The last person to ever come face to face with a woolly mammoth would have lived over 3,500 years ago — but now there’s a chance you could meet one in your lifetime. Groups of scientists worldwide are working to bring extinct animals back into our modern world.
Early days
The field, called de-extinction, is still small. And don’t get too excited: no animals are being literally brought back to life. Instead, scientists are attempting to create creatures similar to their extinct cousins, using techniques like back breeding or gene editing. A closer copy of a dodo or a Tasmanian tiger could be cloned from an intact DNA sample; unfortunately for Jurassic Park fans, a usable sample is impossible to find for long-gone animals like dinosaurs.
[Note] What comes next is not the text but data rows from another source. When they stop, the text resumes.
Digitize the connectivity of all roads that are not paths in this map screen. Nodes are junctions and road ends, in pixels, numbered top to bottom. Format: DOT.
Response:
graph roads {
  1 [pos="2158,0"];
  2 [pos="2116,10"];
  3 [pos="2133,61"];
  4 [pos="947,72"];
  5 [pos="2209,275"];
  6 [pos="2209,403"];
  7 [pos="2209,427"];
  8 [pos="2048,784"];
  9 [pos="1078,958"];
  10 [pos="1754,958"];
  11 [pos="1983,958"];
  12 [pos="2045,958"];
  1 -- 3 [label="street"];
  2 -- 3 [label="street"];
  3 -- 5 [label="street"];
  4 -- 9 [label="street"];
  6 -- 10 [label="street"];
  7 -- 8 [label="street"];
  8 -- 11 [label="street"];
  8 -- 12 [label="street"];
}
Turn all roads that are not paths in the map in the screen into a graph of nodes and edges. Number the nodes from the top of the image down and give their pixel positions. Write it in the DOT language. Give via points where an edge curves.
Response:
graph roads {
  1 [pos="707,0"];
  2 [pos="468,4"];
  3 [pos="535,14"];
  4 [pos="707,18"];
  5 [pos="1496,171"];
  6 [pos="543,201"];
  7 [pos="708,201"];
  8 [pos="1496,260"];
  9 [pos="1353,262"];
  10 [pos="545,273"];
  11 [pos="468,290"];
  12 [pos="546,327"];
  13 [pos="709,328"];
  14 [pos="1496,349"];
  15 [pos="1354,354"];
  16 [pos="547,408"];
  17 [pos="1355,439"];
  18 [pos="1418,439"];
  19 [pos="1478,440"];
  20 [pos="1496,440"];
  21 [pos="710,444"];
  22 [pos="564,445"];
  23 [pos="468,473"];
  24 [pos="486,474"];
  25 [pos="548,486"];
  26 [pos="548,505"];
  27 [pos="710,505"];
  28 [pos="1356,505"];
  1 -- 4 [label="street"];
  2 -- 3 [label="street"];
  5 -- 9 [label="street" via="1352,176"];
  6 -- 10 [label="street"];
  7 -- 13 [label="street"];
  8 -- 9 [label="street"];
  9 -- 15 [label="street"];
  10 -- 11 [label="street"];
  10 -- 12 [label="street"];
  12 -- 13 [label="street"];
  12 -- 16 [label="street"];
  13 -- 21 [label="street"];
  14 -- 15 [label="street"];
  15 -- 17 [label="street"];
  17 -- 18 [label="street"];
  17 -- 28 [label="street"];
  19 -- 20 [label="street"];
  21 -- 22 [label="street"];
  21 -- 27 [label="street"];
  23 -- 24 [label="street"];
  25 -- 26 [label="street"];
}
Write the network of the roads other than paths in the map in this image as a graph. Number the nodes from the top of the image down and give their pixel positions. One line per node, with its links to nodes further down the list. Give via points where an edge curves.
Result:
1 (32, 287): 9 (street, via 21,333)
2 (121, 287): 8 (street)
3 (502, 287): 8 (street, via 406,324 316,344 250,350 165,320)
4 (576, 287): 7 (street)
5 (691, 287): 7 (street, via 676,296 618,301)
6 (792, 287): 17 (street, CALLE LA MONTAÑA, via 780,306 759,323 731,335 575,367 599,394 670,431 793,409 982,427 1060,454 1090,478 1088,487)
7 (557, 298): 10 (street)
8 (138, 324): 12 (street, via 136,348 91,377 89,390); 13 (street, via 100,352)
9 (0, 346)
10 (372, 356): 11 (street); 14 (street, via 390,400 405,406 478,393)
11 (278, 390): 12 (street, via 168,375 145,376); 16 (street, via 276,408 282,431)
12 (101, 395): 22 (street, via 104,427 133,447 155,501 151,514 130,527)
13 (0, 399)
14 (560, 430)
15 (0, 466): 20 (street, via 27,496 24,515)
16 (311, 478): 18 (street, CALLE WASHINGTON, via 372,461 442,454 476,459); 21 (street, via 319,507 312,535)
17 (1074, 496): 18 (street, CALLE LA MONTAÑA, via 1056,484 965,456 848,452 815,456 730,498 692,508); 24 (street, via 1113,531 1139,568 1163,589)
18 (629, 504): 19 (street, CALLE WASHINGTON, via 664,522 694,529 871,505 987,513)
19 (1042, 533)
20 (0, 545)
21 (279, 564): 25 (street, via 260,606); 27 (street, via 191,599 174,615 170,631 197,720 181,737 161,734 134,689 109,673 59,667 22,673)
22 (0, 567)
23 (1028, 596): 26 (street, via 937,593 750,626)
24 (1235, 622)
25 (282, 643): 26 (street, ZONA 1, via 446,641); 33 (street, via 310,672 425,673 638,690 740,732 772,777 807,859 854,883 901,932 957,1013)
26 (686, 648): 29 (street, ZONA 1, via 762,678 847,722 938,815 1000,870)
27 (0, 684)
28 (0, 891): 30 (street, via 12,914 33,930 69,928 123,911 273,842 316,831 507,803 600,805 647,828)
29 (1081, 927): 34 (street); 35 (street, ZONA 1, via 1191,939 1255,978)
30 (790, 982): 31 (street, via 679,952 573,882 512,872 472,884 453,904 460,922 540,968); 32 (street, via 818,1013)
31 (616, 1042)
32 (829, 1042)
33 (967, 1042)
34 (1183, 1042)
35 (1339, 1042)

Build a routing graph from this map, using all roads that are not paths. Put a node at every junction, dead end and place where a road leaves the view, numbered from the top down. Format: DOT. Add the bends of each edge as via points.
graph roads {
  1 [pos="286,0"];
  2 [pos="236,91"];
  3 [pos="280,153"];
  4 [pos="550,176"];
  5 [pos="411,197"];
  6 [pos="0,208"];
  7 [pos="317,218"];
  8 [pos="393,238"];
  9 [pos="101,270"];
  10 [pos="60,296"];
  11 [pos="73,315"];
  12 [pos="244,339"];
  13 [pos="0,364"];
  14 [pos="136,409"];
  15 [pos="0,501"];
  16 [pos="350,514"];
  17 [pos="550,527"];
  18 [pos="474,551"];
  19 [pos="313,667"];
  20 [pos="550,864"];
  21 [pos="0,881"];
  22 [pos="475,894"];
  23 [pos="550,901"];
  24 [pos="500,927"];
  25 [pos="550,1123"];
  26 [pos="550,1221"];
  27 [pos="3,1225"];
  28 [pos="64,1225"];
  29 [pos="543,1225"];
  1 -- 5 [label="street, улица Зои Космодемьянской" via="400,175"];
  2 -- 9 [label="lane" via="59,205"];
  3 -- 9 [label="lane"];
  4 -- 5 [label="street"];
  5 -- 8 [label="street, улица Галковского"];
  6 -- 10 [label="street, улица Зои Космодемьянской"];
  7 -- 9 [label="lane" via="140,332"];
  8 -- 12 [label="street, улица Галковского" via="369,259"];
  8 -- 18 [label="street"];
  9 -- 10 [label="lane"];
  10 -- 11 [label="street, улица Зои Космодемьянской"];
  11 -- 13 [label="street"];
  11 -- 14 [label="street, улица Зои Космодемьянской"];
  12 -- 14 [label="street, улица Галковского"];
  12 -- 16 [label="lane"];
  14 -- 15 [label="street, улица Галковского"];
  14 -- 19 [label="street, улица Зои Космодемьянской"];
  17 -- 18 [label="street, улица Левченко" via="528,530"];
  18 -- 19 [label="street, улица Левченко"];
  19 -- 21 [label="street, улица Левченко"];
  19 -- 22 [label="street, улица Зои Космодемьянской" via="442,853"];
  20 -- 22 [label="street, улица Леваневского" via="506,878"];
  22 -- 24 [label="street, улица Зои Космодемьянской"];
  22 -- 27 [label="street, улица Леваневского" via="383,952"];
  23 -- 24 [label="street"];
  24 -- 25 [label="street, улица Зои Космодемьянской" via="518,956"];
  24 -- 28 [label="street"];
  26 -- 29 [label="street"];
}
In 2003, the first, and so far only, successful clone of a previously extinct animal was born: a Pyrenean ibex, a type of wild goat. It lived for only 10 minutes.
Moral motivation
Why bring extinct animals back? Consider woolly mammoths. They stomped across the tundra, which helped keep the permafrost cold by breaking up insulating snow cover — but now, melting permafrost adds to global warming. “This is the theory of ecological restoration,” says Britt Wray, author of 2017’s Rise of the Necrofauna. The science can inspire hope, she says, and create tools to help endangered species.
Another argument is a moral one. “Humans have made a huge hole in nature over the last 10,000 years,” says Stewart Brand, co-founder of the non-profit Revive & Restore, in a TED talk. “Now we have the ability to repair some of the damage.”
Lingering questions
Others, however, “fear that this could all be a dubious project,” says Wray, “due to the many ethical considerations involved.” For instance: would money be better spent on helping endangered animals? Have we changed enough that we wouldn’t just drive a resurrected species back into extinction?
These are all fierce debates. Yet de-extinction still captures imaginations. “People lean in to listen when they first hear about de-extinction,” says Wray, “because it suggests that ‘resurrection’ might be possible.”